Drosos Foundation
- Logo for the Drosos Foundation
- Formation: 2003
- Type: NGO
- Legal status: Non-profit Charity
- Headquarters: Zurich, Switzerland
- Coordinates: 47°22′58″N 8°32′33″E﻿ / ﻿47.3829°N 8.5424°E
- CEO: Dr. Richard Brogle
- Board of directors: Chairman: Lic. Markus E. Kronauer; Vice-Chairman: Dr. Frank Schnewlin; Members: Dr. Stefan Kraft; Lic. Edith Kreis-Kolb; Dr. Franz von Däniken; ;
- Website: drosos.org

= Drosos Foundation =

Switzerland-based non-profit organization

The Drosos Foundation (Drosos Stiftung) is a non-profit, charitable organization based in Zurich, Switzerland. It maintains offices in Cairo and Casablanca. It was founded in 2003 with capital from a private endowment and has been fully operational since early 2005. The foundation is committed to fighting poverty, promoting health and nutrition, increasing access to education and creative activities for youth, and supporting climate and environmental protection.

== History ==
The foundation was established as a private initiative by Christa Gelpke-Engelhorn, a great-granddaughter of BASF co-founder Friedrich Engelhorn and co-heir to the German pharmaceutical company Boehringer Mannheim. The Foundation Board consists of Markus E. Kronauer, Edith Kolb, Hans-Rudolf Castell, Toni Stadler and Barbara Grünewald, and is responsible for the foundation's strategic direction and governance.

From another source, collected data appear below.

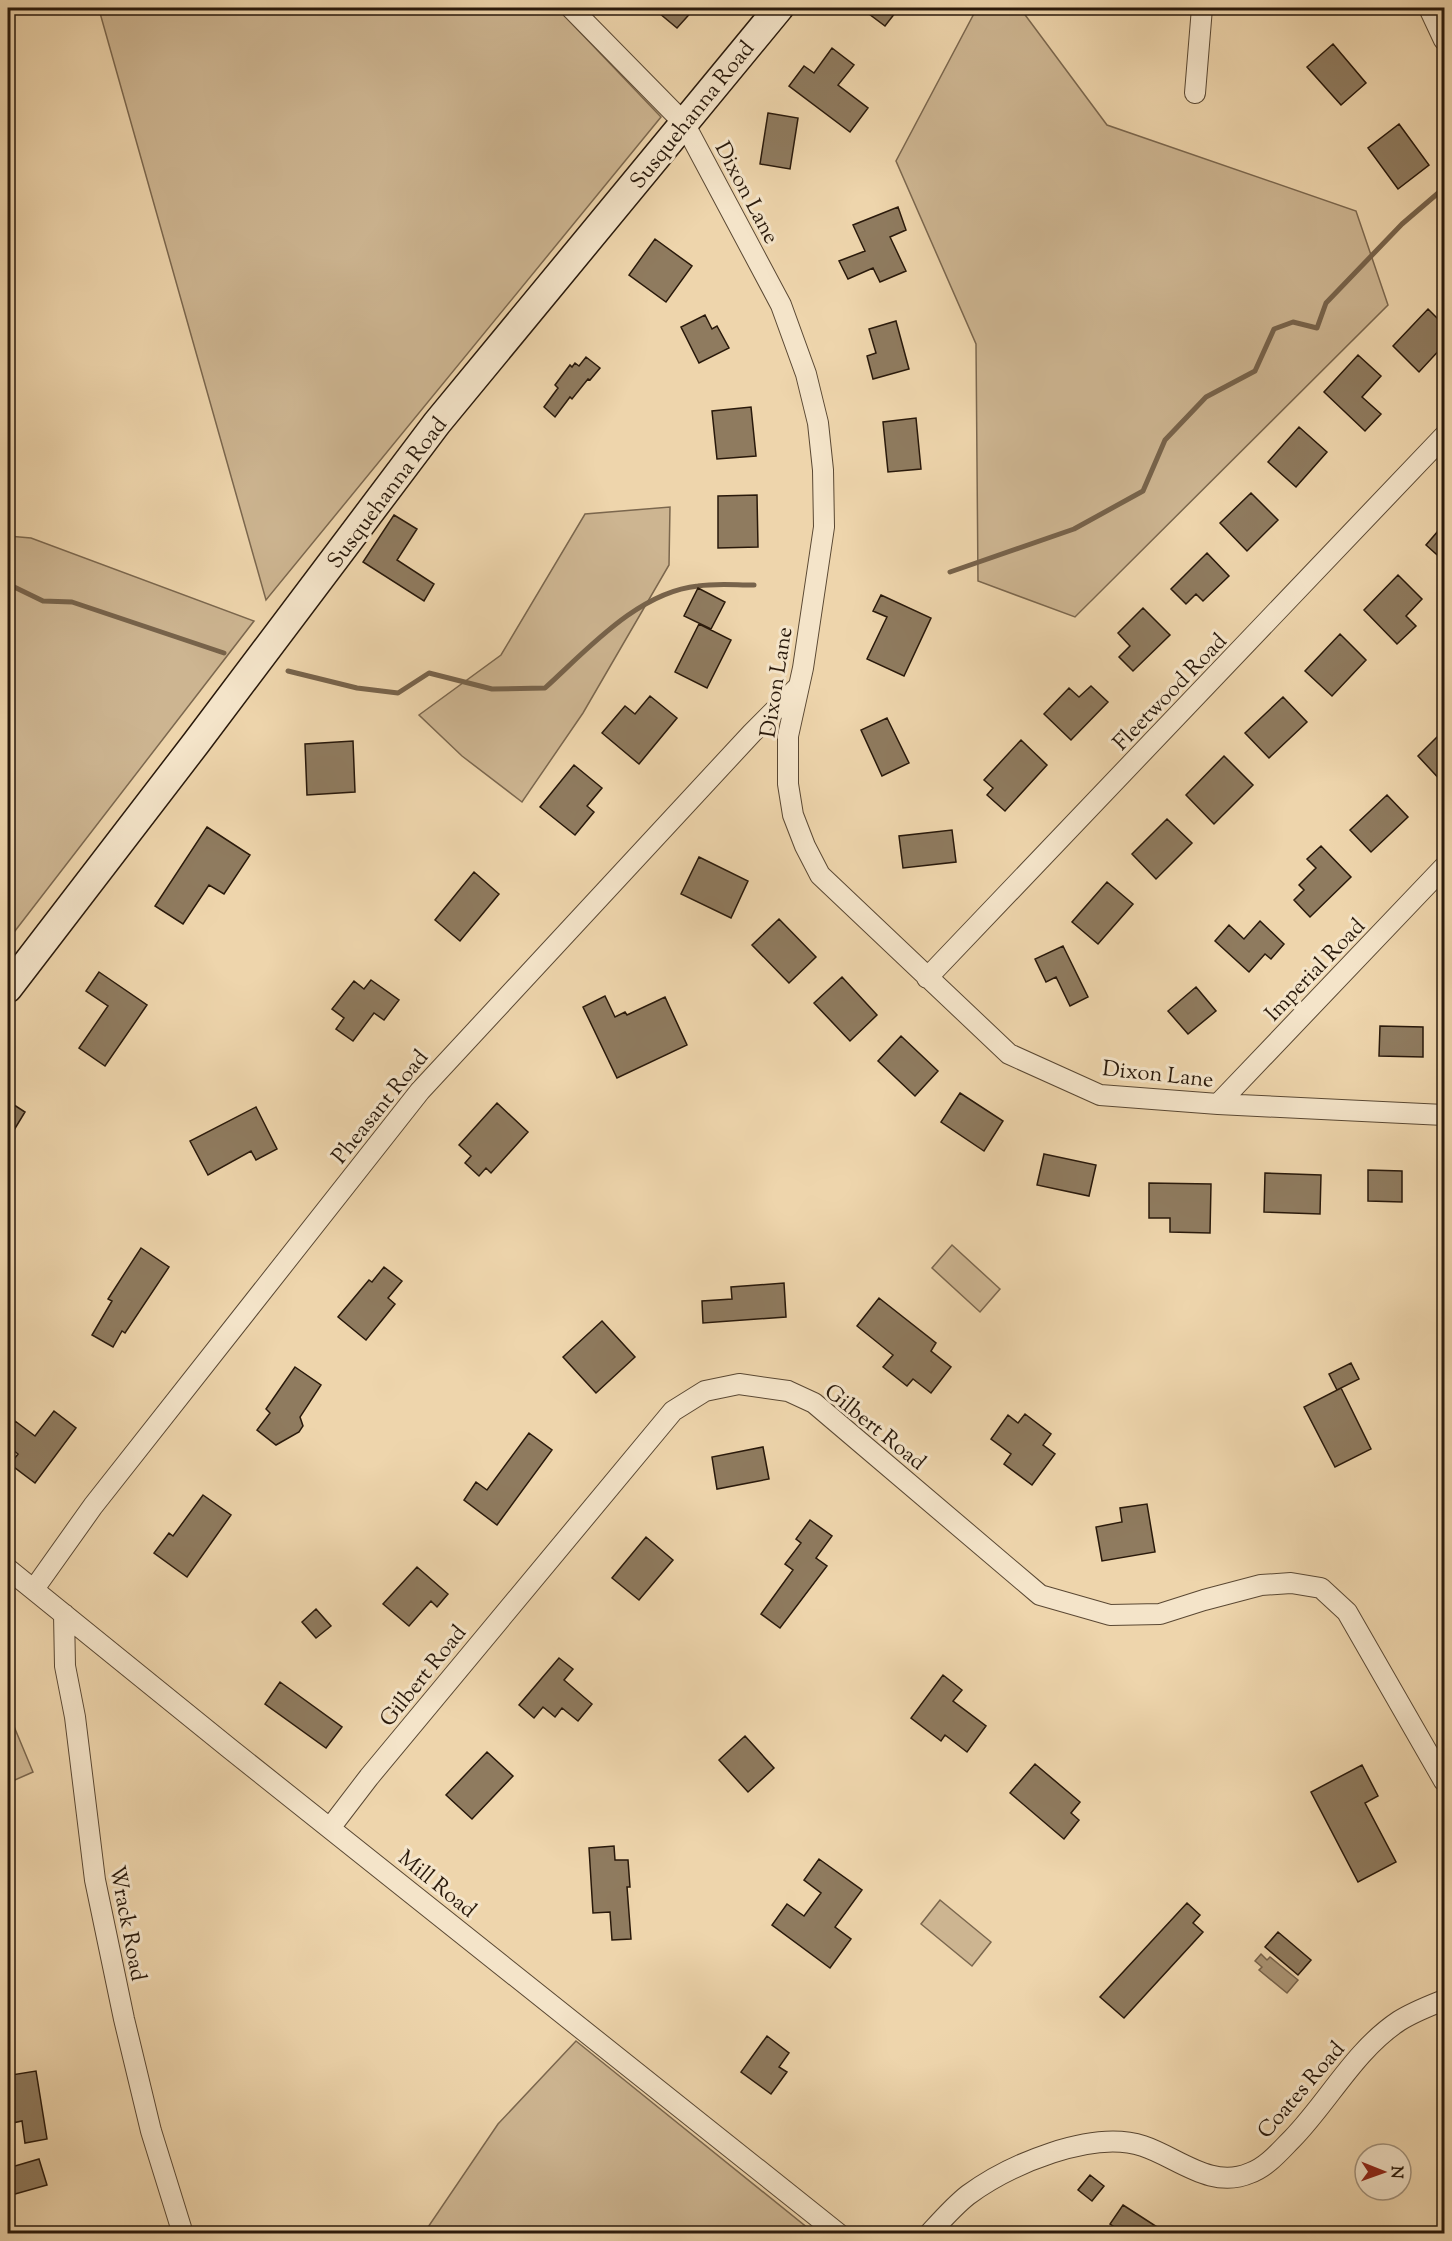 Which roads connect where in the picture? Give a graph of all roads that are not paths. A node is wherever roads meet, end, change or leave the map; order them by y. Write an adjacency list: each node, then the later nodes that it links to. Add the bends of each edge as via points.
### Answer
1 (571, 8): 7 (street, Dixon Lane)
2 (779, 8): 7 (main road, Susquehanna Road)
3 (1202, 8): 6 (street)
4 (1429, 8): 5 (street)
5 (1444, 40)
6 (1195, 93)
7 (684, 123): 9 (street, Dixon Lane, via 781,304 806,374 818,423 824,528); 12 (main road, Susquehanna Road, via 437,423)
8 (1444, 436): 11 (street, Fleetwood Road)
9 (799, 686): 11 (street, Dixon Lane, via 788,736 788,784 793,815 805,846 820,875); 16 (street, Pheasant Road, via 420,1090 93,1506)
10 (1444, 867): 13 (street, Imperial Road)
11 (927, 978): 13 (street, Dixon Lane, via 1010,1054 1100,1095)
12 (8, 988)
13 (1218, 1104): 14 (street, Dixon Lane)
14 (1444, 1114)
15 (8, 1569): 16 (street, Mill Road)
16 (34, 1589): 17 (street, Mill Road)
17 (64, 1614): 19 (street, Mill Road); 21 (street, Wrack Road, via 66,1666 95,1881 151,2131)
18 (1443, 1773): 19 (street, Gilbert Road, via 1347,1612 1321,1588 1290,1583 1261,1585 1160,1614 1110,1615 1040,1595 814,1403 788,1391 739,1384 705,1391 673,1410)
19 (330, 1828): 22 (street, Mill Road)
20 (1444, 2000): 23 (street, Coates Road, via 1400,2020 1377,2038 1303,2127 1268,2163 1250,2173 1215,2177 1143,2146 1100,2141 1063,2150 992,2179 967,2196)
21 (183, 2234)
22 (839, 2234)
23 (929, 2234) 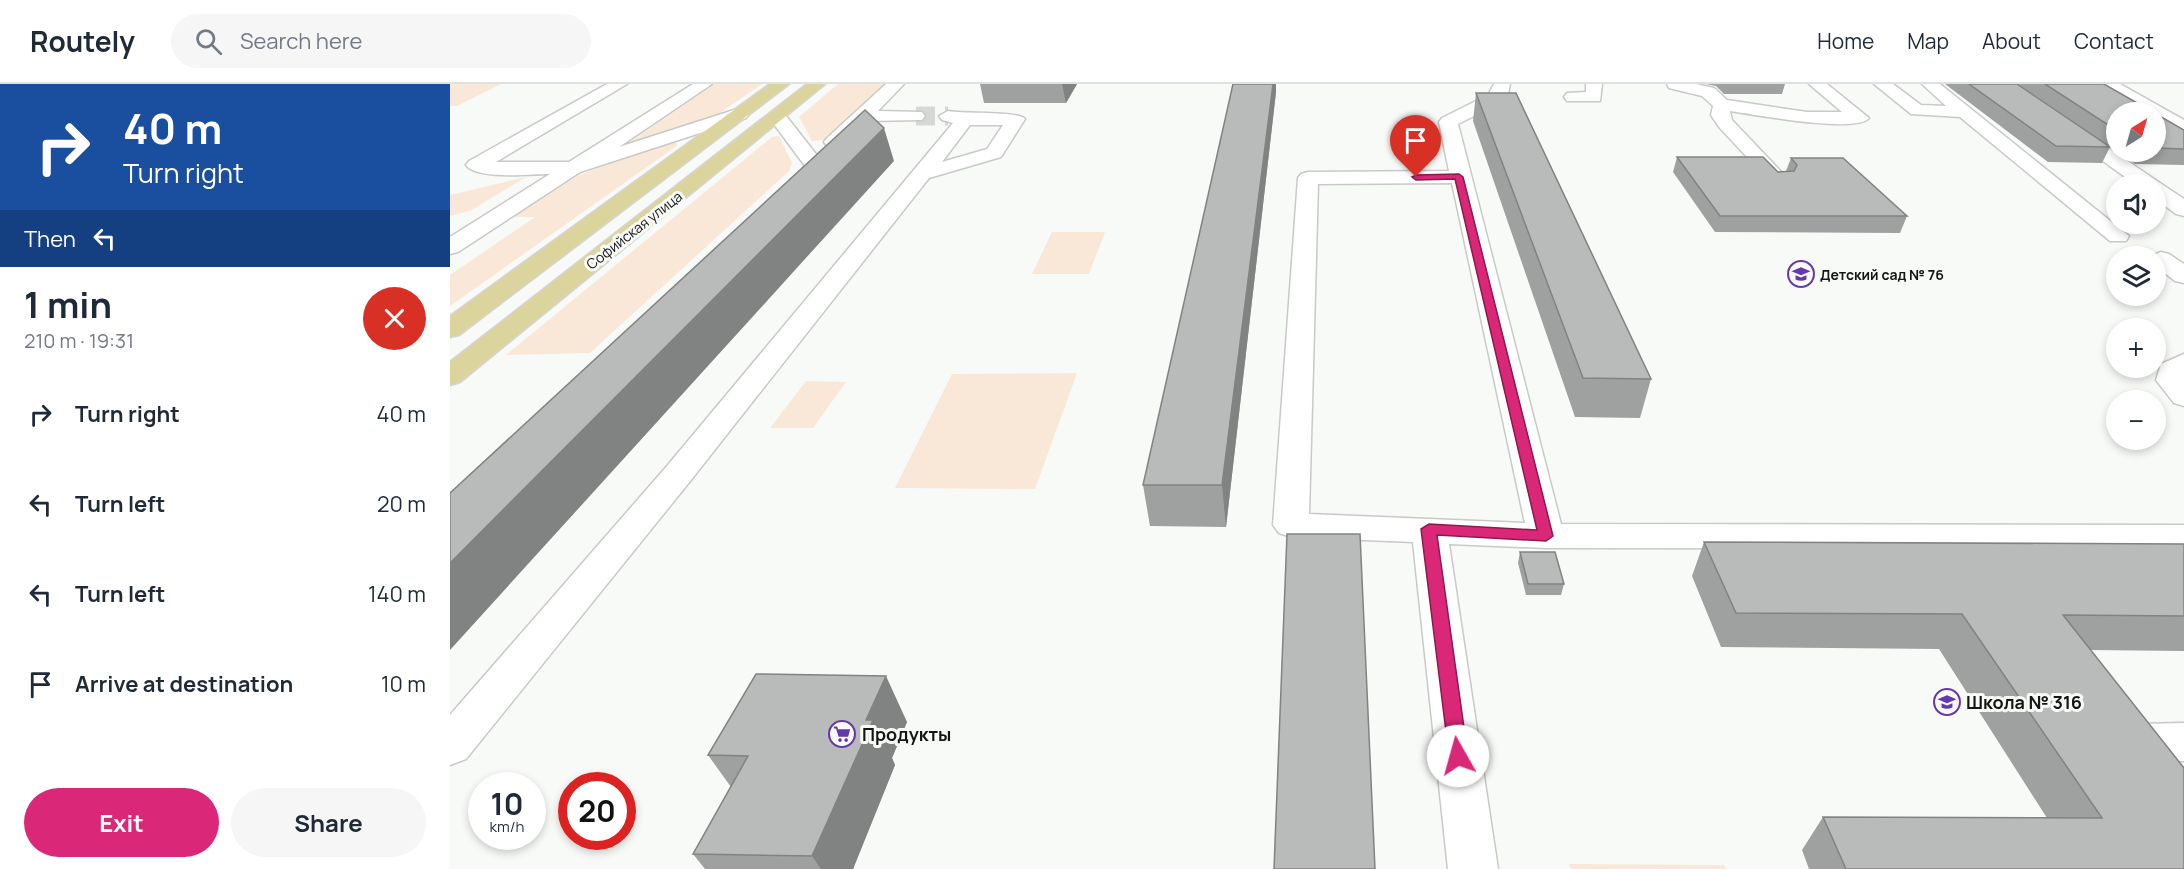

The delegate of the Foundation Board is Franz von Däniken, who resigned from his position as State Secretary in the Swiss Federal Department of Foreign Affairs in February 2005 to devote himself to setting up the foundation.

The foundation’s office manages operational matters, including the review of project proposals.

== Projects ==
The Drosos Foundation supports and finances projects in Switzerland, Germany, Egypt, Lebanon, Morocco, Iran, Syria, the Palestinian Territories and across the MENA region.

One of its flagship initiatives is Education in Prison, launched in 2007 in six prisons in German-speaking Switzerland with a budget of five million Swiss francs. The programme aims to reintegrate prisoners into society and the workforce. It was extended to French-speaking Switzerland in 2009 and, following a 2010 decision by the Conference of Cantonal Justice and Police Directors (KKJPD), is being expanded to 27 prisons nationwide, covering 155 learning groups, as a permanent part of the Swiss prison system.

In Germany, the foundation is active in various reading promotion projects, including Lesestark! Dresden blättert die Welt auf (Strong readers! Dresden opens up the world) in Dresden, supported with 1.3 million euros and regarded as one of the largest reading initiatives in Germany. It also runs a joint project with the district of Görlitz.

Since 2014, the foundation has supported the Social Impact Lab Leipzig with over one million euros.